▶ [Task requirements]: Please reproduce the entire listing exactly.

▶ [Given records]:
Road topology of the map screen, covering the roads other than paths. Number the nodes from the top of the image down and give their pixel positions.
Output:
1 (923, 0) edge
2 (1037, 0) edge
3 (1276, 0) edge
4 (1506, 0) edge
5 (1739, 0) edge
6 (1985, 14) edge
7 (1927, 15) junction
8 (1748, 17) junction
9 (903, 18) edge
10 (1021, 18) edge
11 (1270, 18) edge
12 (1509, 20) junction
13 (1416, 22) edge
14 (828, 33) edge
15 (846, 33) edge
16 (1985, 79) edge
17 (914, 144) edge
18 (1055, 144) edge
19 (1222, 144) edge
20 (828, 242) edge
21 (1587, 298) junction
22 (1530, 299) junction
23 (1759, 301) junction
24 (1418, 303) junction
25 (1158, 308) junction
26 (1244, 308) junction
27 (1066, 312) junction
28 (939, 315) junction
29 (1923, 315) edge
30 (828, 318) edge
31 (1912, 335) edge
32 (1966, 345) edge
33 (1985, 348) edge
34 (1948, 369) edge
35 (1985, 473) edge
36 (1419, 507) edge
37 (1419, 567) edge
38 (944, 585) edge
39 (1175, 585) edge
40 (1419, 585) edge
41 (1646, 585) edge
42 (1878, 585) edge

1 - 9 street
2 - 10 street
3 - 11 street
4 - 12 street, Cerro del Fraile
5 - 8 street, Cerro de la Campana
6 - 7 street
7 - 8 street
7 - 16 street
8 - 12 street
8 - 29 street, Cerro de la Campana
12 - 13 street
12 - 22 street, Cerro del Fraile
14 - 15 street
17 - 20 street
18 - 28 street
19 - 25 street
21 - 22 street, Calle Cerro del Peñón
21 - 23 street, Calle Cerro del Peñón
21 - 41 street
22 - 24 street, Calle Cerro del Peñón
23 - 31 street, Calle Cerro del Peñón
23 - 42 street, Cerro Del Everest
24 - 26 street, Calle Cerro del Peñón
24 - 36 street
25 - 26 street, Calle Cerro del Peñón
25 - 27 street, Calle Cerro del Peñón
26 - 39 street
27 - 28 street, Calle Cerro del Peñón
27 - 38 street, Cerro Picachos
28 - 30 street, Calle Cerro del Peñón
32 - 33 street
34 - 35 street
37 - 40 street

▶ [Task answer]:
Road topology of the map screen, covering the roads other than paths. Number the nodes from the top of the image down and give their pixel positions.
Output:
1 (923, 0) edge
2 (1037, 0) edge
3 (1276, 0) edge
4 (1506, 0) edge
5 (1739, 0) edge
6 (1985, 14) edge
7 (1927, 15) junction
8 (1748, 17) junction
9 (903, 18) edge
10 (1021, 18) edge
11 (1270, 18) edge
12 (1509, 20) junction
13 (1416, 22) edge
14 (828, 33) edge
15 (846, 33) edge
16 (1985, 79) edge
17 (914, 144) edge
18 (1055, 144) edge
19 (1222, 144) edge
20 (828, 242) edge
21 (1587, 298) junction
22 (1530, 299) junction
23 (1759, 301) junction
24 (1418, 303) junction
25 (1158, 308) junction
26 (1244, 308) junction
27 (1066, 312) junction
28 (939, 315) junction
29 (1923, 315) edge
30 (828, 318) edge
31 (1912, 335) edge
32 (1966, 345) edge
33 (1985, 348) edge
34 (1948, 369) edge
35 (1985, 473) edge
36 (1419, 507) edge
37 (1419, 567) edge
38 (944, 585) edge
39 (1175, 585) edge
40 (1419, 585) edge
41 (1646, 585) edge
42 (1878, 585) edge

1 - 9 street
2 - 10 street
3 - 11 street
4 - 12 street, Cerro del Fraile
5 - 8 street, Cerro de la Campana
6 - 7 street
7 - 8 street
7 - 16 street
8 - 12 street
8 - 29 street, Cerro de la Campana
12 - 13 street
12 - 22 street, Cerro del Fraile
14 - 15 street
17 - 20 street
18 - 28 street
19 - 25 street
21 - 22 street, Calle Cerro del Peñón
21 - 23 street, Calle Cerro del Peñón
21 - 41 street
22 - 24 street, Calle Cerro del Peñón
23 - 31 street, Calle Cerro del Peñón
23 - 42 street, Cerro Del Everest
24 - 26 street, Calle Cerro del Peñón
24 - 36 street
25 - 26 street, Calle Cerro del Peñón
25 - 27 street, Calle Cerro del Peñón
26 - 39 street
27 - 28 street, Calle Cerro del Peñón
27 - 38 street, Cerro Picachos
28 - 30 street, Calle Cerro del Peñón
32 - 33 street
34 - 35 street
37 - 40 street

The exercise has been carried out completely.